→ TASK GOAL
Omit the pictures, and output the rest of the entries exactly as written.
╭─ DATA SUPPLIED
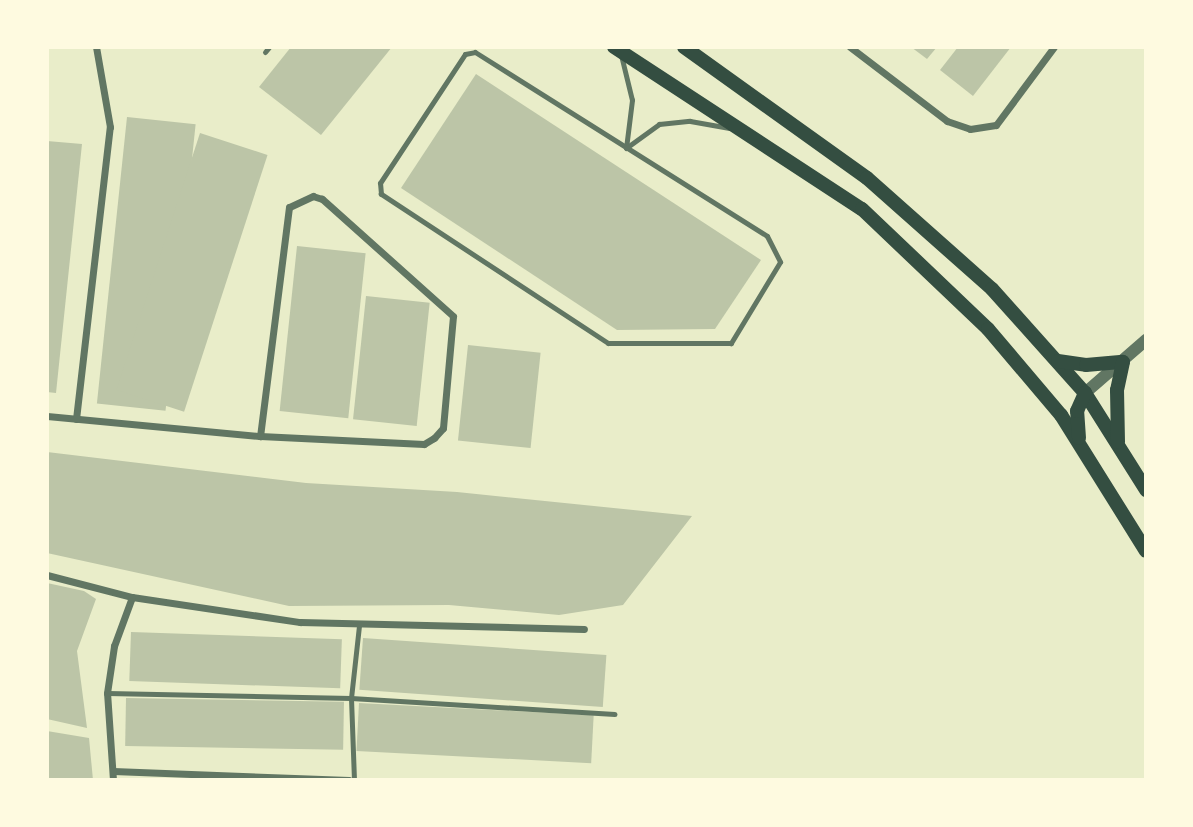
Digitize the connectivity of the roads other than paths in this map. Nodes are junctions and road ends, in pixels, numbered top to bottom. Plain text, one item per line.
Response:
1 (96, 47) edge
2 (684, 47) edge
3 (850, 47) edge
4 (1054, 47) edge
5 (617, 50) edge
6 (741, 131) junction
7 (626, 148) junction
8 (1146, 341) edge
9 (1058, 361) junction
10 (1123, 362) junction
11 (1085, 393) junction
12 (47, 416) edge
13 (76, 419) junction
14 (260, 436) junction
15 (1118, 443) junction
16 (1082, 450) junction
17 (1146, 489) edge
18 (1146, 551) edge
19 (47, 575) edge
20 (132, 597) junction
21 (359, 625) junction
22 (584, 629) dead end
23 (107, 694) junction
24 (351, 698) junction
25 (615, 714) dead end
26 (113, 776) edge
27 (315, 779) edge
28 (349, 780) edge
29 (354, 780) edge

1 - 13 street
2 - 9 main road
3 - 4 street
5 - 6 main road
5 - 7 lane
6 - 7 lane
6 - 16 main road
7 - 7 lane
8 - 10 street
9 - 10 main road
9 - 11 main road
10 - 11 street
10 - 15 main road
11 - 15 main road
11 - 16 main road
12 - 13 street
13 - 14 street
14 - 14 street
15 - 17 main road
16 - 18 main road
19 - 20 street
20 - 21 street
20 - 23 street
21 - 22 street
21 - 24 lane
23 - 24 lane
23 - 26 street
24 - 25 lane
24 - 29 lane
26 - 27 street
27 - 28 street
╰─
→ FINISHED TASK
Digitize the connectivity of the roads other than paths in this map. Nodes are junctions and road ends, in pixels, numbered top to bottom. Plain text, one item per line.
Response:
1 (96, 47) edge
2 (684, 47) edge
3 (850, 47) edge
4 (1054, 47) edge
5 (617, 50) edge
6 (741, 131) junction
7 (626, 148) junction
8 (1146, 341) edge
9 (1058, 361) junction
10 (1123, 362) junction
11 (1085, 393) junction
12 (47, 416) edge
13 (76, 419) junction
14 (260, 436) junction
15 (1118, 443) junction
16 (1082, 450) junction
17 (1146, 489) edge
18 (1146, 551) edge
19 (47, 575) edge
20 (132, 597) junction
21 (359, 625) junction
22 (584, 629) dead end
23 (107, 694) junction
24 (351, 698) junction
25 (615, 714) dead end
26 (113, 776) edge
27 (315, 779) edge
28 (349, 780) edge
29 (354, 780) edge

1 - 13 street
2 - 9 main road
3 - 4 street
5 - 6 main road
5 - 7 lane
6 - 7 lane
6 - 16 main road
7 - 7 lane
8 - 10 street
9 - 10 main road
9 - 11 main road
10 - 11 street
10 - 15 main road
11 - 15 main road
11 - 16 main road
12 - 13 street
13 - 14 street
14 - 14 street
15 - 17 main road
16 - 18 main road
19 - 20 street
20 - 21 street
20 - 23 street
21 - 22 street
21 - 24 lane
23 - 24 lane
23 - 26 street
24 - 25 lane
24 - 29 lane
26 - 27 street
27 - 28 street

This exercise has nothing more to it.